* _Data records_:
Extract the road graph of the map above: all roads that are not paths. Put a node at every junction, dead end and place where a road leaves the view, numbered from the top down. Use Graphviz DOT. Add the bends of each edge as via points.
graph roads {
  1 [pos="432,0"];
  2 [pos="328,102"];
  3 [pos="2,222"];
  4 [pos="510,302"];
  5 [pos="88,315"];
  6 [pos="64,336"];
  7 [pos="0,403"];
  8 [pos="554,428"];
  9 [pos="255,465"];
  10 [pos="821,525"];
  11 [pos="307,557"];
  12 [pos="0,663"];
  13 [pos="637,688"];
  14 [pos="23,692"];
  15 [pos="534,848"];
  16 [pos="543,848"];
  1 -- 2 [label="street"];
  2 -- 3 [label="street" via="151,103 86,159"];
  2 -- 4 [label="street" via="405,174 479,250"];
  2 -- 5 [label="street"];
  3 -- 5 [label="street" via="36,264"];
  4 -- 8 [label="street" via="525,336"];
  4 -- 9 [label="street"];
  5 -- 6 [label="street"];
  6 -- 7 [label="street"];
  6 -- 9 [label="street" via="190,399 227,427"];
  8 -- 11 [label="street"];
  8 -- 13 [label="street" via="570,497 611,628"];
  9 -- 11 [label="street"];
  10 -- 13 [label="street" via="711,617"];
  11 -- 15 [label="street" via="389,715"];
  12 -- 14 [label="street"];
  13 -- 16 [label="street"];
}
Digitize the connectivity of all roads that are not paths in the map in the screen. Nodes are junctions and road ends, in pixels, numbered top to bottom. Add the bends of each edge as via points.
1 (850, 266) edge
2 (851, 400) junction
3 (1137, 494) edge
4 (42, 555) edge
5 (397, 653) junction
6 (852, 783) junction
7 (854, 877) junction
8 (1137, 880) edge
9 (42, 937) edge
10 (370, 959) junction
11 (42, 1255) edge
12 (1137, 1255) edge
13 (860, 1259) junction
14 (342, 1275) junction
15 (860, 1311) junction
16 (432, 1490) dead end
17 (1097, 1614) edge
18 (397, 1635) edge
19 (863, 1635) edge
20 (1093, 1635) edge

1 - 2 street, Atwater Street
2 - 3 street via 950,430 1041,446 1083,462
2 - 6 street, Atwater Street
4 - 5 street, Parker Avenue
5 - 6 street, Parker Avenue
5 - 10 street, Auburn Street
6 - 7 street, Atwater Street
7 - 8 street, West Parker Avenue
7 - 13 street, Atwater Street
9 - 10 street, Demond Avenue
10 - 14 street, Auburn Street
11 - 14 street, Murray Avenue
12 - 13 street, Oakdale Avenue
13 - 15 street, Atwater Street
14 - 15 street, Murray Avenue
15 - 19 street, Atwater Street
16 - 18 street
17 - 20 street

* _Exercise description_:
Line by line, set the records above down again exactly.

* _Solution for this problem_:
Extract the road graph of the map above: all roads that are not paths. Put a node at every junction, dead end and place where a road leaves the view, numbered from the top down. Use Graphviz DOT. Add the bends of each edge as via points.
graph roads {
  1 [pos="432,0"];
  2 [pos="328,102"];
  3 [pos="2,222"];
  4 [pos="510,302"];
  5 [pos="88,315"];
  6 [pos="64,336"];
  7 [pos="0,403"];
  8 [pos="554,428"];
  9 [pos="255,465"];
  10 [pos="821,525"];
  11 [pos="307,557"];
  12 [pos="0,663"];
  13 [pos="637,688"];
  14 [pos="23,692"];
  15 [pos="534,848"];
  16 [pos="543,848"];
  1 -- 2 [label="street"];
  2 -- 3 [label="street" via="151,103 86,159"];
  2 -- 4 [label="street" via="405,174 479,250"];
  2 -- 5 [label="street"];
  3 -- 5 [label="street" via="36,264"];
  4 -- 8 [label="street" via="525,336"];
  4 -- 9 [label="street"];
  5 -- 6 [label="street"];
  6 -- 7 [label="street"];
  6 -- 9 [label="street" via="190,399 227,427"];
  8 -- 11 [label="street"];
  8 -- 13 [label="street" via="570,497 611,628"];
  9 -- 11 [label="street"];
  10 -- 13 [label="street" via="711,617"];
  11 -- 15 [label="street" via="389,715"];
  12 -- 14 [label="street"];
  13 -- 16 [label="street"];
}
Digitize the connectivity of all roads that are not paths in the map in the screen. Nodes are junctions and road ends, in pixels, numbered top to bottom. Add the bends of each edge as via points.
1 (850, 266) edge
2 (851, 400) junction
3 (1137, 494) edge
4 (42, 555) edge
5 (397, 653) junction
6 (852, 783) junction
7 (854, 877) junction
8 (1137, 880) edge
9 (42, 937) edge
10 (370, 959) junction
11 (42, 1255) edge
12 (1137, 1255) edge
13 (860, 1259) junction
14 (342, 1275) junction
15 (860, 1311) junction
16 (432, 1490) dead end
17 (1097, 1614) edge
18 (397, 1635) edge
19 (863, 1635) edge
20 (1093, 1635) edge

1 - 2 street, Atwater Street
2 - 3 street via 950,430 1041,446 1083,462
2 - 6 street, Atwater Street
4 - 5 street, Parker Avenue
5 - 6 street, Parker Avenue
5 - 10 street, Auburn Street
6 - 7 street, Atwater Street
7 - 8 street, West Parker Avenue
7 - 13 street, Atwater Street
9 - 10 street, Demond Avenue
10 - 14 street, Auburn Street
11 - 14 street, Murray Avenue
12 - 13 street, Oakdale Avenue
13 - 15 street, Atwater Street
14 - 15 street, Murray Avenue
15 - 19 street, Atwater Street
16 - 18 street
17 - 20 street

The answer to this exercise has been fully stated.